What you will do: Pictures aside, restate the records below exactly as written.

[Start of section]

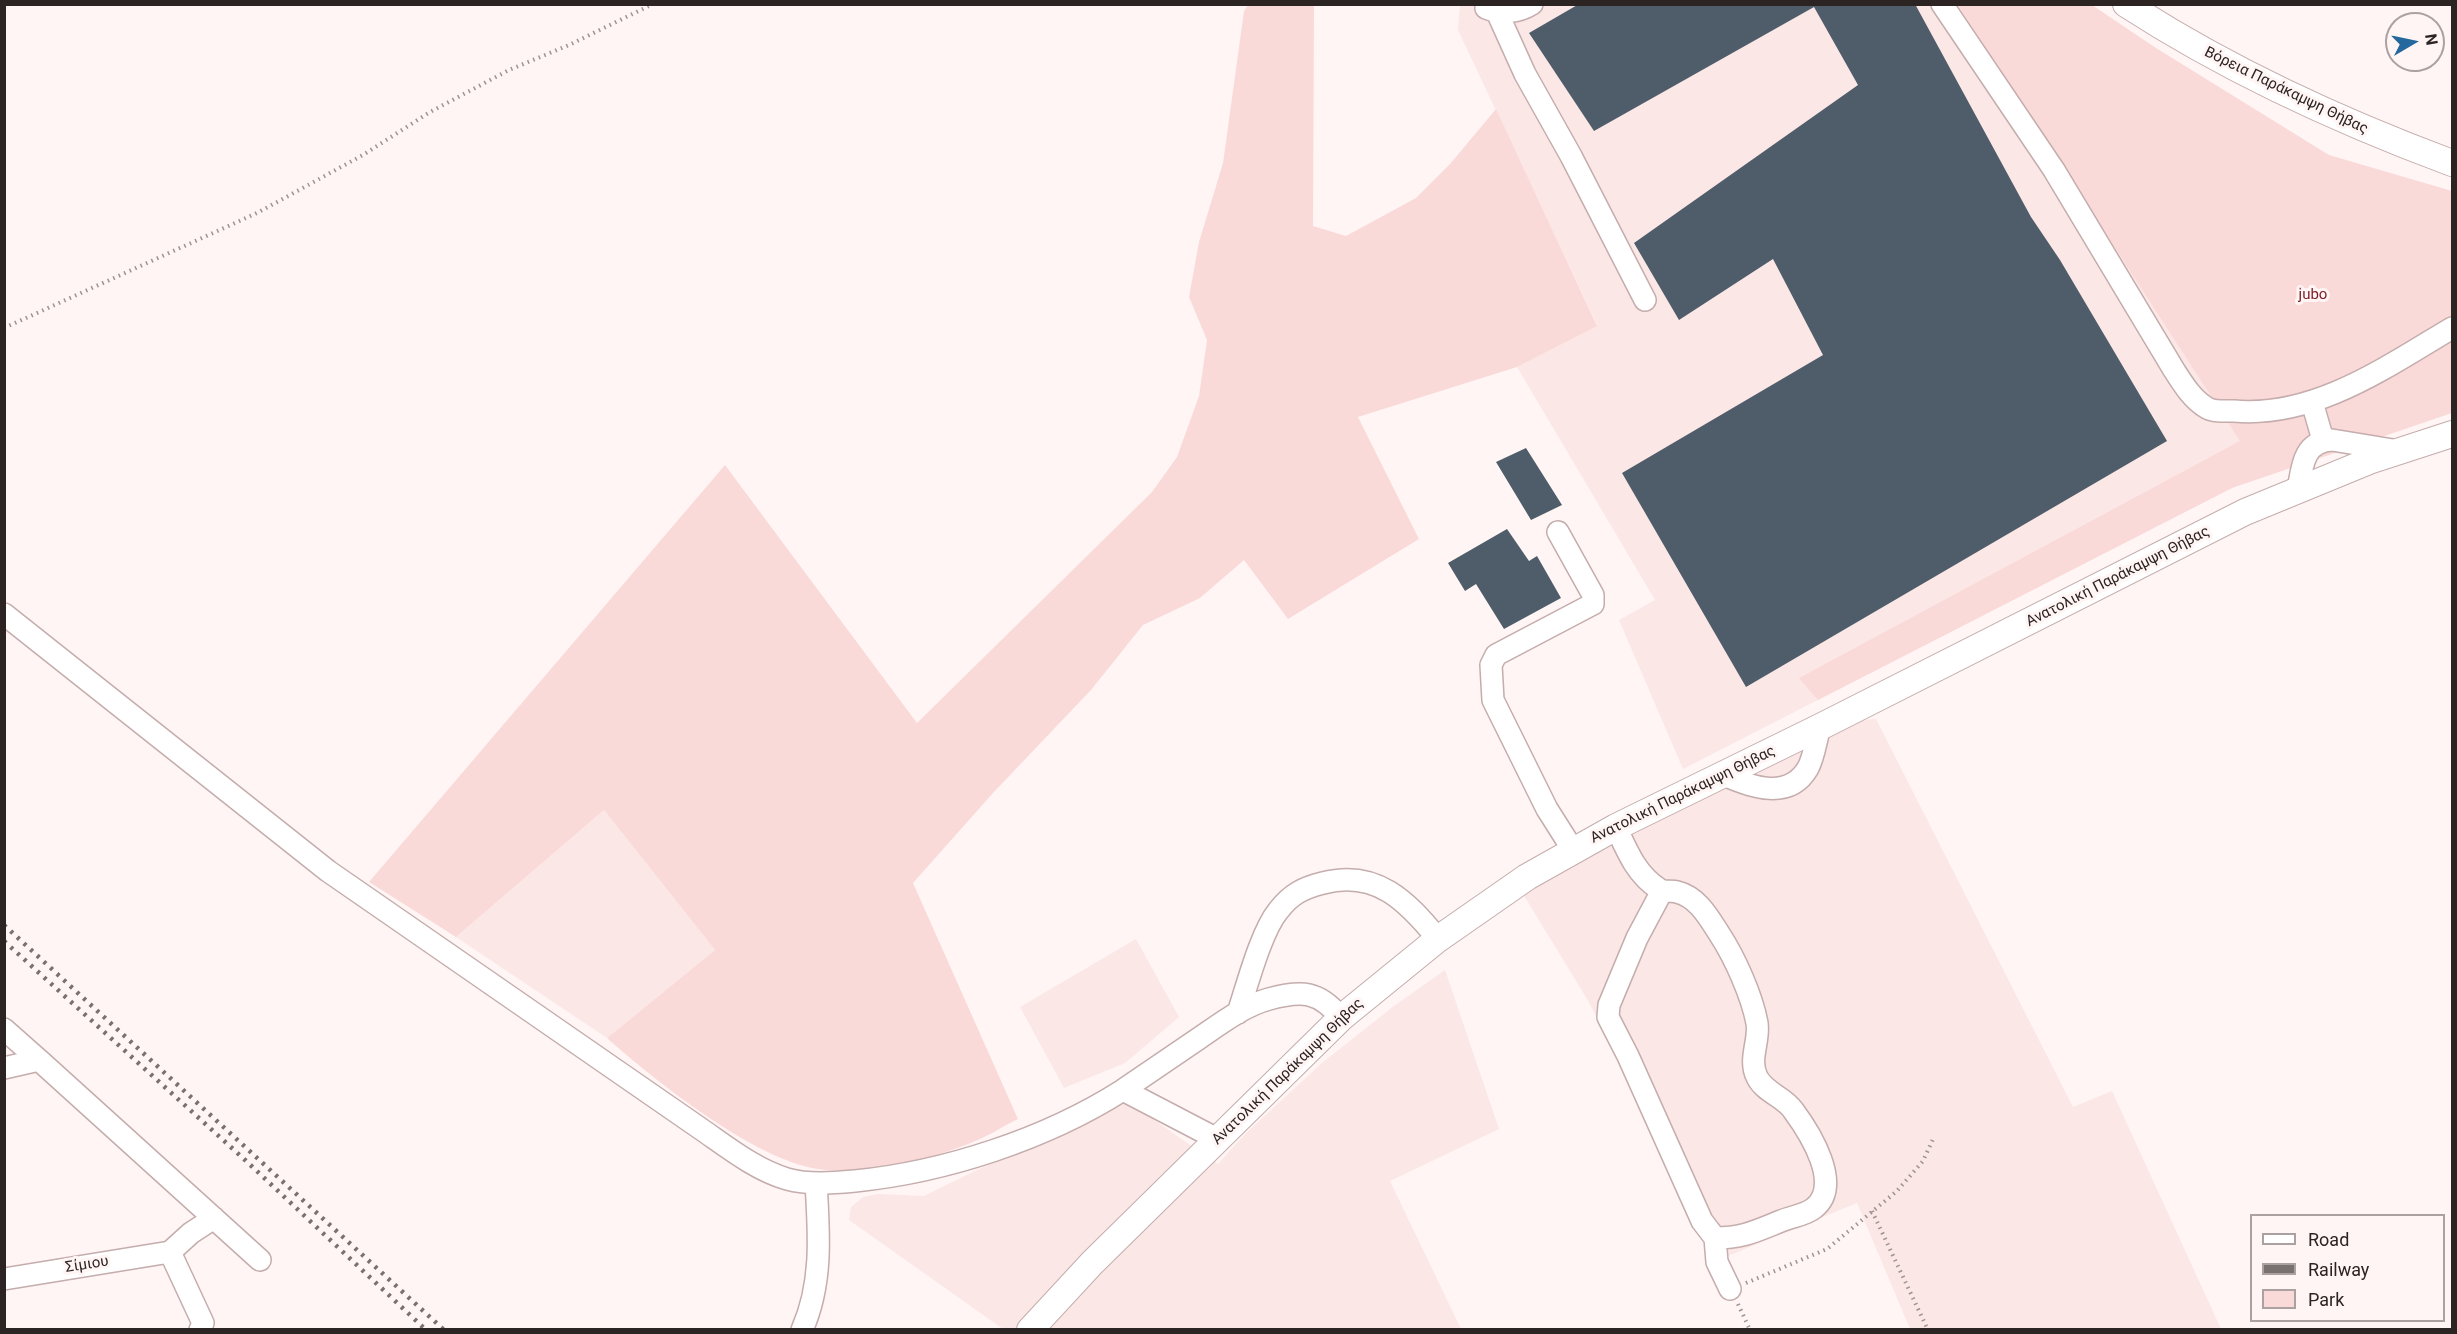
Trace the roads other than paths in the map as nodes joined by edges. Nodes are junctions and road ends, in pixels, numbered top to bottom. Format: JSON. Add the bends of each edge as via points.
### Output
{"nodes":[{"id":1,"x":1532,"y":4,"type":"edge"},
{"id":2,"x":1942,"y":4,"type":"edge"},
{"id":3,"x":2126,"y":4,"type":"edge"},
{"id":4,"x":1491,"y":8,"type":"edge"},
{"id":5,"x":2452,"y":163,"type":"edge"},
{"id":6,"x":1645,"y":300,"type":"dead end"},
{"id":7,"x":2452,"y":328,"type":"edge"},
{"id":8,"x":2312,"y":402,"type":"junction"},
{"id":9,"x":2452,"y":434,"type":"edge"},
{"id":10,"x":2323,"y":440,"type":"junction"},
{"id":11,"x":2399,"y":451,"type":"junction"},
{"id":12,"x":2298,"y":490,"type":"junction"},
{"id":13,"x":1558,"y":532,"type":"dead end"},
{"id":14,"x":4,"y":615,"type":"edge"},
{"id":15,"x":1820,"y":728,"type":"junction"},
{"id":16,"x":1724,"y":775,"type":"junction"},
{"id":17,"x":1616,"y":827,"type":"junction"},
{"id":18,"x":1573,"y":850,"type":"junction"},
{"id":19,"x":1662,"y":891,"type":"junction"},
{"id":20,"x":1438,"y":939,"type":"junction"},
{"id":21,"x":1238,"y":1013,"type":"junction"},
{"id":22,"x":1341,"y":1018,"type":"junction"},
{"id":23,"x":4,"y":1029,"type":"edge"},
{"id":24,"x":39,"y":1060,"type":"junction"},
{"id":25,"x":4,"y":1068,"type":"edge"},
{"id":26,"x":1123,"y":1090,"type":"junction"},
{"id":27,"x":1217,"y":1139,"type":"junction"},
{"id":28,"x":816,"y":1183,"type":"junction"},
{"id":29,"x":214,"y":1218,"type":"junction"},
{"id":30,"x":1715,"y":1238,"type":"junction"},
{"id":31,"x":170,"y":1252,"type":"junction"},
{"id":32,"x":260,"y":1260,"type":"dead end"},
{"id":33,"x":4,"y":1279,"type":"edge"},
{"id":34,"x":1730,"y":1289,"type":"road end"},
{"id":35,"x":200,"y":1329,"type":"edge"},
{"id":36,"x":802,"y":1329,"type":"edge"},
{"id":37,"x":1030,"y":1329,"type":"edge"}],
"edges":[{"from":1,"to":4,"type":"street","via":[[1522,10]]},
{"from":2,"to":8,"type":"street","via":[[2054,170],[2190,394],[2209,409],[2258,413]]},
{"from":3,"to":5,"type":"main road","name":"Βόρεια Παράκαμψη Θήβας","via":[[2202,50],[2276,88],[2373,134]]},
{"from":4,"to":6,"type":"street"},
{"from":7,"to":8,"type":"street","via":[[2350,387]]},
{"from":8,"to":10,"type":"street"},
{"from":9,"to":11,"type":"main road","name":"Ανατολική Παράκαμψη Θήβας"},
{"from":10,"to":11,"type":"street"},
{"from":10,"to":12,"type":"street","via":[[2304,459]]},
{"from":11,"to":12,"type":"main road","name":"Ανατολική Παράκαμψη Θήβας"},
{"from":12,"to":15,"type":"main road","name":"Ανατολική Παράκαμψη Θήβας","via":[[2245,512]]},
{"from":13,"to":18,"type":"street","via":[[1593,595],[1593,604],[1496,655],[1491,665],[1492,688],[1493,700],[1547,809]]},
{"from":14,"to":28,"type":"street","via":[[328,871],[467,969],[737,1154],[787,1179]]},
{"from":15,"to":16,"type":"main road","name":"Ανατολική Παράκαμψη Θήβας"},
{"from":15,"to":16,"type":"street","via":[[1808,768],[1794,784],[1774,790],[1746,785]]},
{"from":16,"to":17,"type":"main road","name":"Ανατολική Παράκαμψη Θήβας"},
{"from":17,"to":18,"type":"main road","name":"Ανατολική Παράκαμψη Θήβας"},
{"from":17,"to":19,"type":"street","via":[[1632,863]]},
{"from":18,"to":20,"type":"main road","name":"Ανατολική Παράκαμψη Θήβας"},
{"from":19,"to":30,"type":"street","via":[[1628,960],[1609,1005],[1608,1017],[1702,1221]]},
{"from":19,"to":30,"type":"street","via":[[1696,900],[1722,937],[1749,996],[1757,1026],[1753,1061],[1757,1078],[1792,1108],[1827,1174],[1824,1195],[1814,1208],[1737,1238]]},
{"from":20,"to":21,"type":"street","via":[[1400,897],[1376,885],[1340,879],[1300,889],[1277,911]]},
{"from":20,"to":22,"type":"main road","name":"Ανατολική Παράκαμψη Θήβας"},
{"from":21,"to":22,"type":"street","via":[[1289,994],[1310,995],[1328,1002]]},
{"from":21,"to":26,"type":"street"},
{"from":22,"to":27,"type":"main road","name":"Ανατολική Παράκαμψη Θήβας"},
{"from":23,"to":24,"type":"street"},
{"from":24,"to":25,"type":"street"},
{"from":24,"to":29,"type":"street"},
{"from":26,"to":27,"type":"street"},
{"from":26,"to":28,"type":"street","via":[[1074,1118],[954,1162],[882,1178]]},
{"from":27,"to":37,"type":"main road","name":"Ανατολική Παράκαμψη Θήβας"},
{"from":28,"to":36,"type":"street","via":[[818,1263],[815,1293]]},
{"from":29,"to":31,"type":"street"},
{"from":29,"to":32,"type":"street"},
{"from":30,"to":34,"type":"street","via":[[1717,1262]]},
{"from":31,"to":33,"type":"street","name":"Σίμιου"},
{"from":31,"to":35,"type":"street","via":[[203,1323]]}]}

[End of section]

Reply:
Trace the roads other than paths in the map as nodes joined by edges. Nodes are junctions and road ends, in pixels, numbered top to bottom. Format: JSON. Add the bends of each edge as via points.
### Output
{"nodes":[{"id":1,"x":1532,"y":4,"type":"edge"},
{"id":2,"x":1942,"y":4,"type":"edge"},
{"id":3,"x":2126,"y":4,"type":"edge"},
{"id":4,"x":1491,"y":8,"type":"edge"},
{"id":5,"x":2452,"y":163,"type":"edge"},
{"id":6,"x":1645,"y":300,"type":"dead end"},
{"id":7,"x":2452,"y":328,"type":"edge"},
{"id":8,"x":2312,"y":402,"type":"junction"},
{"id":9,"x":2452,"y":434,"type":"edge"},
{"id":10,"x":2323,"y":440,"type":"junction"},
{"id":11,"x":2399,"y":451,"type":"junction"},
{"id":12,"x":2298,"y":490,"type":"junction"},
{"id":13,"x":1558,"y":532,"type":"dead end"},
{"id":14,"x":4,"y":615,"type":"edge"},
{"id":15,"x":1820,"y":728,"type":"junction"},
{"id":16,"x":1724,"y":775,"type":"junction"},
{"id":17,"x":1616,"y":827,"type":"junction"},
{"id":18,"x":1573,"y":850,"type":"junction"},
{"id":19,"x":1662,"y":891,"type":"junction"},
{"id":20,"x":1438,"y":939,"type":"junction"},
{"id":21,"x":1238,"y":1013,"type":"junction"},
{"id":22,"x":1341,"y":1018,"type":"junction"},
{"id":23,"x":4,"y":1029,"type":"edge"},
{"id":24,"x":39,"y":1060,"type":"junction"},
{"id":25,"x":4,"y":1068,"type":"edge"},
{"id":26,"x":1123,"y":1090,"type":"junction"},
{"id":27,"x":1217,"y":1139,"type":"junction"},
{"id":28,"x":816,"y":1183,"type":"junction"},
{"id":29,"x":214,"y":1218,"type":"junction"},
{"id":30,"x":1715,"y":1238,"type":"junction"},
{"id":31,"x":170,"y":1252,"type":"junction"},
{"id":32,"x":260,"y":1260,"type":"dead end"},
{"id":33,"x":4,"y":1279,"type":"edge"},
{"id":34,"x":1730,"y":1289,"type":"road end"},
{"id":35,"x":200,"y":1329,"type":"edge"},
{"id":36,"x":802,"y":1329,"type":"edge"},
{"id":37,"x":1030,"y":1329,"type":"edge"}],
"edges":[{"from":1,"to":4,"type":"street","via":[[1522,10]]},
{"from":2,"to":8,"type":"street","via":[[2054,170],[2190,394],[2209,409],[2258,413]]},
{"from":3,"to":5,"type":"main road","name":"Βόρεια Παράκαμψη Θήβας","via":[[2202,50],[2276,88],[2373,134]]},
{"from":4,"to":6,"type":"street"},
{"from":7,"to":8,"type":"street","via":[[2350,387]]},
{"from":8,"to":10,"type":"street"},
{"from":9,"to":11,"type":"main road","name":"Ανατολική Παράκαμψη Θήβας"},
{"from":10,"to":11,"type":"street"},
{"from":10,"to":12,"type":"street","via":[[2304,459]]},
{"from":11,"to":12,"type":"main road","name":"Ανατολική Παράκαμψη Θήβας"},
{"from":12,"to":15,"type":"main road","name":"Ανατολική Παράκαμψη Θήβας","via":[[2245,512]]},
{"from":13,"to":18,"type":"street","via":[[1593,595],[1593,604],[1496,655],[1491,665],[1492,688],[1493,700],[1547,809]]},
{"from":14,"to":28,"type":"street","via":[[328,871],[467,969],[737,1154],[787,1179]]},
{"from":15,"to":16,"type":"main road","name":"Ανατολική Παράκαμψη Θήβας"},
{"from":15,"to":16,"type":"street","via":[[1808,768],[1794,784],[1774,790],[1746,785]]},
{"from":16,"to":17,"type":"main road","name":"Ανατολική Παράκαμψη Θήβας"},
{"from":17,"to":18,"type":"main road","name":"Ανατολική Παράκαμψη Θήβας"},
{"from":17,"to":19,"type":"street","via":[[1632,863]]},
{"from":18,"to":20,"type":"main road","name":"Ανατολική Παράκαμψη Θήβας"},
{"from":19,"to":30,"type":"street","via":[[1628,960],[1609,1005],[1608,1017],[1702,1221]]},
{"from":19,"to":30,"type":"street","via":[[1696,900],[1722,937],[1749,996],[1757,1026],[1753,1061],[1757,1078],[1792,1108],[1827,1174],[1824,1195],[1814,1208],[1737,1238]]},
{"from":20,"to":21,"type":"street","via":[[1400,897],[1376,885],[1340,879],[1300,889],[1277,911]]},
{"from":20,"to":22,"type":"main road","name":"Ανατολική Παράκαμψη Θήβας"},
{"from":21,"to":22,"type":"street","via":[[1289,994],[1310,995],[1328,1002]]},
{"from":21,"to":26,"type":"street"},
{"from":22,"to":27,"type":"main road","name":"Ανατολική Παράκαμψη Θήβας"},
{"from":23,"to":24,"type":"street"},
{"from":24,"to":25,"type":"street"},
{"from":24,"to":29,"type":"street"},
{"from":26,"to":27,"type":"street"},
{"from":26,"to":28,"type":"street","via":[[1074,1118],[954,1162],[882,1178]]},
{"from":27,"to":37,"type":"main road","name":"Ανατολική Παράκαμψη Θήβας"},
{"from":28,"to":36,"type":"street","via":[[818,1263],[815,1293]]},
{"from":29,"to":31,"type":"street"},
{"from":29,"to":32,"type":"street"},
{"from":30,"to":34,"type":"street","via":[[1717,1262]]},
{"from":31,"to":33,"type":"street","name":"Σίμιου"},
{"from":31,"to":35,"type":"street","via":[[203,1323]]}]}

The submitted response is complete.